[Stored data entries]

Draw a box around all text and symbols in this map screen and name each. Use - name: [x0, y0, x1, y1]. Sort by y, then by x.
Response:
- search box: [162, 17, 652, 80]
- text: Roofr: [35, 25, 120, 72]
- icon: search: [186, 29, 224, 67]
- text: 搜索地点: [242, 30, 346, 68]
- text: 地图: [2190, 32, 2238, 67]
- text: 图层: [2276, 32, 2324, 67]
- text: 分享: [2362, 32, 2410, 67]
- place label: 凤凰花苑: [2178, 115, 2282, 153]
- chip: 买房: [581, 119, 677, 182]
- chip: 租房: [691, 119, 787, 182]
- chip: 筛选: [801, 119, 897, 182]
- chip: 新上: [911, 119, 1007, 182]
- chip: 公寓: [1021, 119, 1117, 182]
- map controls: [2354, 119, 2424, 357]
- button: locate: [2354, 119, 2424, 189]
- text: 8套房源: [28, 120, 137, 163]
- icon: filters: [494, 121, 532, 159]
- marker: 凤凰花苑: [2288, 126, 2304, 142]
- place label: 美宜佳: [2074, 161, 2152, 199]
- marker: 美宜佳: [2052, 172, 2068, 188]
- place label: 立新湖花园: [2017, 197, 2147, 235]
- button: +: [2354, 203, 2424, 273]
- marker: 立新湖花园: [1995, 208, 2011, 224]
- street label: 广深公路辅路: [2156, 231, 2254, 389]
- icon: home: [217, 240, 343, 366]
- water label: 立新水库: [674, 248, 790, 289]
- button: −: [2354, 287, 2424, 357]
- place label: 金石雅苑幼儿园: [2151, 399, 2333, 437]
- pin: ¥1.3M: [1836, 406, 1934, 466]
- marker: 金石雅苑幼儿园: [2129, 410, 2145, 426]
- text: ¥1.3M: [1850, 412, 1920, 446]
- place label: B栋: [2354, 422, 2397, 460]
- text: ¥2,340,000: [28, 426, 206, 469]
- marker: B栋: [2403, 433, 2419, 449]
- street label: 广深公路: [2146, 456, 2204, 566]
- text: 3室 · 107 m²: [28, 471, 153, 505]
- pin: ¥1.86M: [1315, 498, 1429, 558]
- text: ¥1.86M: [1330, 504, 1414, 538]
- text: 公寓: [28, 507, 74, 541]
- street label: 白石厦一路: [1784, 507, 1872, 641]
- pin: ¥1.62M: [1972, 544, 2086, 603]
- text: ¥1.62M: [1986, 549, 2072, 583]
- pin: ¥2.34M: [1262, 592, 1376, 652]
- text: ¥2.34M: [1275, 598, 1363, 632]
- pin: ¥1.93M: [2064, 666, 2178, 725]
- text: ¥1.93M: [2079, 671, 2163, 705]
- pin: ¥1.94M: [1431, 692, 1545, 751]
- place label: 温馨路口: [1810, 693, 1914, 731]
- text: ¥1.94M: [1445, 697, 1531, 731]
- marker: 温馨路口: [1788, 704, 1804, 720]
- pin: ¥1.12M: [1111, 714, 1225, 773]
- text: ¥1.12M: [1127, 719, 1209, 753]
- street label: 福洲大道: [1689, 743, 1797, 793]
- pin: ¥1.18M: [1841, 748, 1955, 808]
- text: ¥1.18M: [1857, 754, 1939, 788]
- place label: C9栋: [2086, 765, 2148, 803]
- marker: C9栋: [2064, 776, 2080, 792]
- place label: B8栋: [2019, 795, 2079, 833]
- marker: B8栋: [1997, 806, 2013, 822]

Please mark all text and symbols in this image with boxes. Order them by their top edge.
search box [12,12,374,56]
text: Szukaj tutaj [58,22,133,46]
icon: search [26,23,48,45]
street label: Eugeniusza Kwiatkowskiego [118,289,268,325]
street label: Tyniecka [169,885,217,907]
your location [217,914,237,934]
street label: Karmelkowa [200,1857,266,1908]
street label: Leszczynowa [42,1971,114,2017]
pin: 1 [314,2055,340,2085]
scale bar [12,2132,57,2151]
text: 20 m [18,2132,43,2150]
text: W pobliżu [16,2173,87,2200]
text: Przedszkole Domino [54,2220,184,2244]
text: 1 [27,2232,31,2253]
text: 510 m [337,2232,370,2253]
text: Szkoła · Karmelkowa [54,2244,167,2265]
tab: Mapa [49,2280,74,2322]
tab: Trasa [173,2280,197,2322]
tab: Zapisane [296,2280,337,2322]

## [Work to be completed]
Repeat the data precisely, line by line.

## [Exercise response]
Draw a box around all text and symbols in this map screen and name each. Use - name: [x0, y0, x1, y1]. Sort by y, then by x.
Response:
- search box: [162, 17, 652, 80]
- text: Roofr: [35, 25, 120, 72]
- icon: search: [186, 29, 224, 67]
- text: 搜索地点: [242, 30, 346, 68]
- text: 地图: [2190, 32, 2238, 67]
- text: 图层: [2276, 32, 2324, 67]
- text: 分享: [2362, 32, 2410, 67]
- place label: 凤凰花苑: [2178, 115, 2282, 153]
- chip: 买房: [581, 119, 677, 182]
- chip: 租房: [691, 119, 787, 182]
- chip: 筛选: [801, 119, 897, 182]
- chip: 新上: [911, 119, 1007, 182]
- chip: 公寓: [1021, 119, 1117, 182]
- map controls: [2354, 119, 2424, 357]
- button: locate: [2354, 119, 2424, 189]
- text: 8套房源: [28, 120, 137, 163]
- icon: filters: [494, 121, 532, 159]
- marker: 凤凰花苑: [2288, 126, 2304, 142]
- place label: 美宜佳: [2074, 161, 2152, 199]
- marker: 美宜佳: [2052, 172, 2068, 188]
- place label: 立新湖花园: [2017, 197, 2147, 235]
- button: +: [2354, 203, 2424, 273]
- marker: 立新湖花园: [1995, 208, 2011, 224]
- street label: 广深公路辅路: [2156, 231, 2254, 389]
- icon: home: [217, 240, 343, 366]
- water label: 立新水库: [674, 248, 790, 289]
- button: −: [2354, 287, 2424, 357]
- place label: 金石雅苑幼儿园: [2151, 399, 2333, 437]
- pin: ¥1.3M: [1836, 406, 1934, 466]
- marker: 金石雅苑幼儿园: [2129, 410, 2145, 426]
- text: ¥1.3M: [1850, 412, 1920, 446]
- place label: B栋: [2354, 422, 2397, 460]
- text: ¥2,340,000: [28, 426, 206, 469]
- marker: B栋: [2403, 433, 2419, 449]
- street label: 广深公路: [2146, 456, 2204, 566]
- text: 3室 · 107 m²: [28, 471, 153, 505]
- pin: ¥1.86M: [1315, 498, 1429, 558]
- text: ¥1.86M: [1330, 504, 1414, 538]
- text: 公寓: [28, 507, 74, 541]
- street label: 白石厦一路: [1784, 507, 1872, 641]
- pin: ¥1.62M: [1972, 544, 2086, 603]
- text: ¥1.62M: [1986, 549, 2072, 583]
- pin: ¥2.34M: [1262, 592, 1376, 652]
- text: ¥2.34M: [1275, 598, 1363, 632]
- pin: ¥1.93M: [2064, 666, 2178, 725]
- text: ¥1.93M: [2079, 671, 2163, 705]
- pin: ¥1.94M: [1431, 692, 1545, 751]
- place label: 温馨路口: [1810, 693, 1914, 731]
- text: ¥1.94M: [1445, 697, 1531, 731]
- marker: 温馨路口: [1788, 704, 1804, 720]
- pin: ¥1.12M: [1111, 714, 1225, 773]
- text: ¥1.12M: [1127, 719, 1209, 753]
- street label: 福洲大道: [1689, 743, 1797, 793]
- pin: ¥1.18M: [1841, 748, 1955, 808]
- text: ¥1.18M: [1857, 754, 1939, 788]
- place label: C9栋: [2086, 765, 2148, 803]
- marker: C9栋: [2064, 776, 2080, 792]
- place label: B8栋: [2019, 795, 2079, 833]
- marker: B8栋: [1997, 806, 2013, 822]

Please mark all text and symbols in this image with boxes. Order them by their top edge.
search box [12,12,374,56]
text: Szukaj tutaj [58,22,133,46]
icon: search [26,23,48,45]
street label: Eugeniusza Kwiatkowskiego [118,289,268,325]
street label: Tyniecka [169,885,217,907]
your location [217,914,237,934]
street label: Karmelkowa [200,1857,266,1908]
street label: Leszczynowa [42,1971,114,2017]
pin: 1 [314,2055,340,2085]
scale bar [12,2132,57,2151]
text: 20 m [18,2132,43,2150]
text: W pobliżu [16,2173,87,2200]
text: Przedszkole Domino [54,2220,184,2244]
text: 1 [27,2232,31,2253]
text: 510 m [337,2232,370,2253]
text: Szkoła · Karmelkowa [54,2244,167,2265]
tab: Mapa [49,2280,74,2322]
tab: Trasa [173,2280,197,2322]
tab: Zapisane [296,2280,337,2322]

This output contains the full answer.